Role of nitrosative stress in early neuropathy and vascular dysfunction in streptozotocin-diabetic rats

¹Pennington Biomedical Research Center, Louisiana State University System, Baton Rouge, Louisiana; ²Department of Medicine, University of Iowa, and Veterans Affairs Medical Center, Iowa City, Iowa; and ³Department of Chemistry, Princeton University, Princeton, New Jersey

Submitted 24 July 2007 ; accepted in final form 27 September 2007

Evidence for important roles of the highly reactive oxidant peroxynitrite in diabetic complications is emerging. We evaluated the role of peroxynitrite in early peripheral neuropathy and vascular dysfunction in STZ-diabetic rats. In the first dose-finding study, control and STZ-diabetic rats were maintained with or without the potent peroxynitrite decomposition catalyst Fe(III)tetrakis-2-(N-triethylene glycol monomethyl ether) pyridyl porphyrin (FP15) at 3, 5, or 10 mg·kg^–1·day^–1 in the drinking water for 4 wk after an initial 2 wk without treatment for assessment of early neuropathy. In the second study with similar experimental design, control and STZ-diabetic rats were maintained with or without FP15, 5 mg·kg^–1·day^–1, for vascular studies. Rats with 6-wk duration of diabetes developed motor and sensory nerve conduction velocity deficits, mechanical hyperalgesia, and tactile allodynia in the absence of small sensory nerve fiber degeneration.

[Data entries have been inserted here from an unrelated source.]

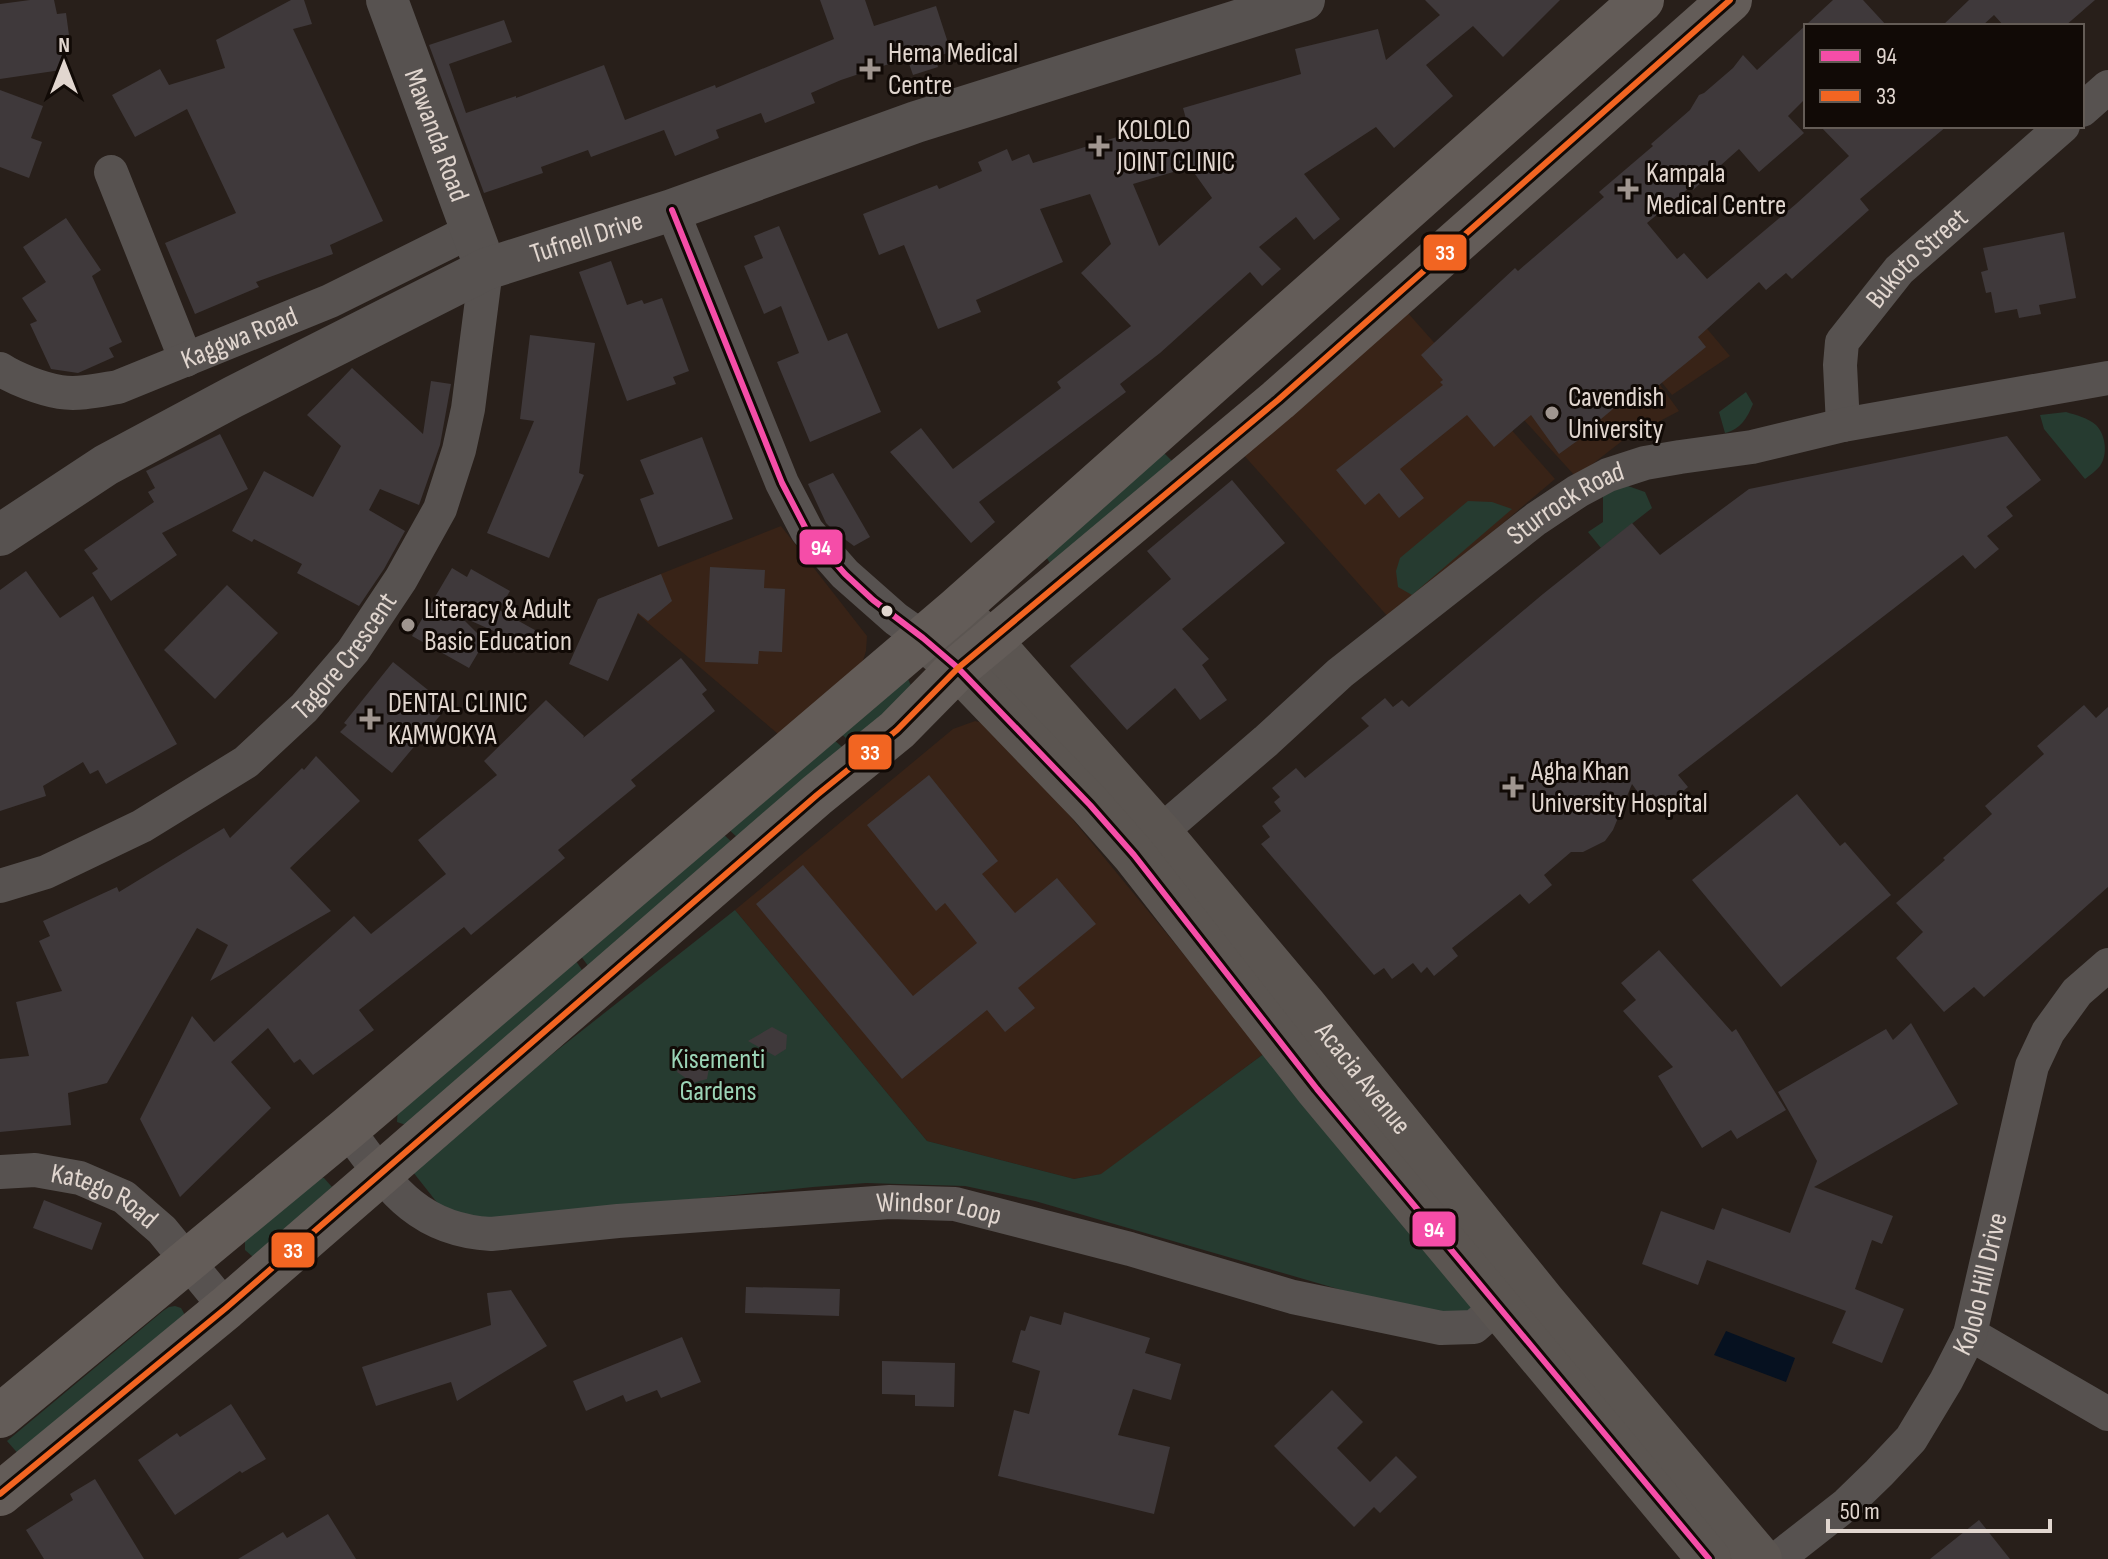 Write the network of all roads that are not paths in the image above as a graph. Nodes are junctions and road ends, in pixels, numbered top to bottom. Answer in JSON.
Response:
{"nodes":[{"id":1,"x":387,"y":0,"type":"edge"},
{"id":2,"x":1304,"y":0,"type":"edge"},
{"id":3,"x":1642,"y":0,"type":"edge"},
{"id":4,"x":1721,"y":3,"type":"edge"},
{"id":5,"x":2108,"y":87,"type":"edge"},
{"id":6,"x":2084,"y":108,"type":"edge"},
{"id":7,"x":2061,"y":128,"type":"edge"},
{"id":8,"x":111,"y":172,"type":"dead end"},
{"id":9,"x":672,"y":210,"type":"junction"},
{"id":10,"x":471,"y":231,"type":"junction"},
{"id":11,"x":486,"y":269,"type":"junction"},
{"id":12,"x":186,"y":360,"type":"junction"},
{"id":13,"x":0,"y":369,"type":"edge"},
{"id":14,"x":2108,"y":378,"type":"edge"},
{"id":15,"x":1843,"y":425,"type":"junction"},
{"id":16,"x":0,"y":535,"type":"edge"},
{"id":17,"x":956,"y":610,"type":"junction"},
{"id":18,"x":910,"y":628,"type":"junction"},
{"id":19,"x":974,"y":655,"type":"junction"},
{"id":20,"x":1147,"y":844,"type":"junction"},
{"id":21,"x":0,"y":886,"type":"edge"},
{"id":22,"x":2108,"y":965,"type":"edge"},
{"id":23,"x":347,"y":1129,"type":"junction"},
{"id":24,"x":0,"y":1172,"type":"edge"},
{"id":25,"x":380,"y":1174,"type":"junction"},
{"id":26,"x":188,"y":1262,"type":"junction"},
{"id":27,"x":1497,"y":1307,"type":"junction"},
{"id":28,"x":226,"y":1308,"type":"junction"},
{"id":29,"x":1970,"y":1334,"type":"junction"},
{"id":30,"x":2108,"y":1414,"type":"edge"},
{"id":31,"x":0,"y":1416,"type":"edge"},
{"id":32,"x":0,"y":1494,"type":"edge"},
{"id":33,"x":1709,"y":1559,"type":"edge"},
{"id":34,"x":1760,"y":1559,"type":"edge"},
{"id":35,"x":1777,"y":1559,"type":"edge"}],
"edges":[{"from":1,"to":10,"type":"street","name":"Mawanda Road"},
{"from":2,"to":9,"type":"street","name":"Tufnell Drive"},
{"from":3,"to":17,"type":"main road"},
{"from":4,"to":19,"type":"main road"},
{"from":5,"to":6,"type":"street"},
{"from":7,"to":15,"type":"street","name":"Bukoto Street"},
{"from":8,"to":12,"type":"street"},
{"from":9,"to":11,"type":"street","name":"Tufnell Drive"},
{"from":9,"to":18,"type":"street"},
{"from":10,"to":11,"type":"street","name":"Mawanda Road"},
{"from":10,"to":12,"type":"street","name":"Kaggwa Road"},
{"from":11,"to":16,"type":"street","name":"Tufnell Drive"},
{"from":11,"to":21,"type":"street","name":"Tagore Crescent"},
{"from":12,"to":13,"type":"street","name":"Kaggwa Road"},
{"from":14,"to":15,"type":"street","name":"Sturrock Road"},
{"from":15,"to":20,"type":"street","name":"Sturrock Road"},
{"from":17,"to":18,"type":"main road"},
{"from":17,"to":19,"type":"main road","name":"Acacia Avenue"},
{"from":18,"to":19,"type":"main road"},
{"from":18,"to":23,"type":"main road"},
{"from":19,"to":20,"type":"main road","name":"Acacia Avenue"},
{"from":19,"to":25,"type":"main road"},
{"from":20,"to":27,"type":"main road","name":"Acacia Avenue"},
{"from":20,"to":34,"type":"main road","name":"Acacia Avenue"},
{"from":22,"to":29,"type":"street","name":"Kololo Hill Drive"},
{"from":23,"to":25,"type":"street","name":"Windsor Loop"},
{"from":23,"to":26,"type":"main road"},
{"from":24,"to":26,"type":"street","name":"Katego Road"},
{"from":25,"to":27,"type":"street","name":"Windsor Loop"},
{"from":25,"to":28,"type":"main road"},
{"from":26,"to":28,"type":"street","name":"Katego Road"},
{"from":26,"to":31,"type":"main road"},
{"from":27,"to":33,"type":"main road","name":"Acacia Avenue"},
{"from":28,"to":32,"type":"main road"},
{"from":29,"to":30,"type":"street"},
{"from":29,"to":35,"type":"street","name":"Kololo Hill Drive"}]}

They also had increased nitrotyrosine and poly(ADP-ribose) immunofluorescence in the sciatic nerve and dorsal root ganglia. All these variables were dose-dependently corrected by FP15, with minimal differences between the 5 and 10 mg·kg^–1·day^–1 doses. FP15, 5 mg·kg^–1·day^–1, also corrected endoneurial nutritive blood flow and nitrotyrosine, but not superoxide, fluorescence in aorta and epineurial arterioles. Diabetes-induced decreases in acetylcholine-mediated relaxation by epineurial arterioles and coronary and mesenteric arteries, as well as bradykinin-induced relaxation by coronary and mesenteric arteries, were alleviated by FP15 treatment. The findings reveal the important role of nitrosative stress in early neuropathy and vasculopathy and provide the rationale for further studies of peroxynitrite decomposition catalysts in long-term diabetic models.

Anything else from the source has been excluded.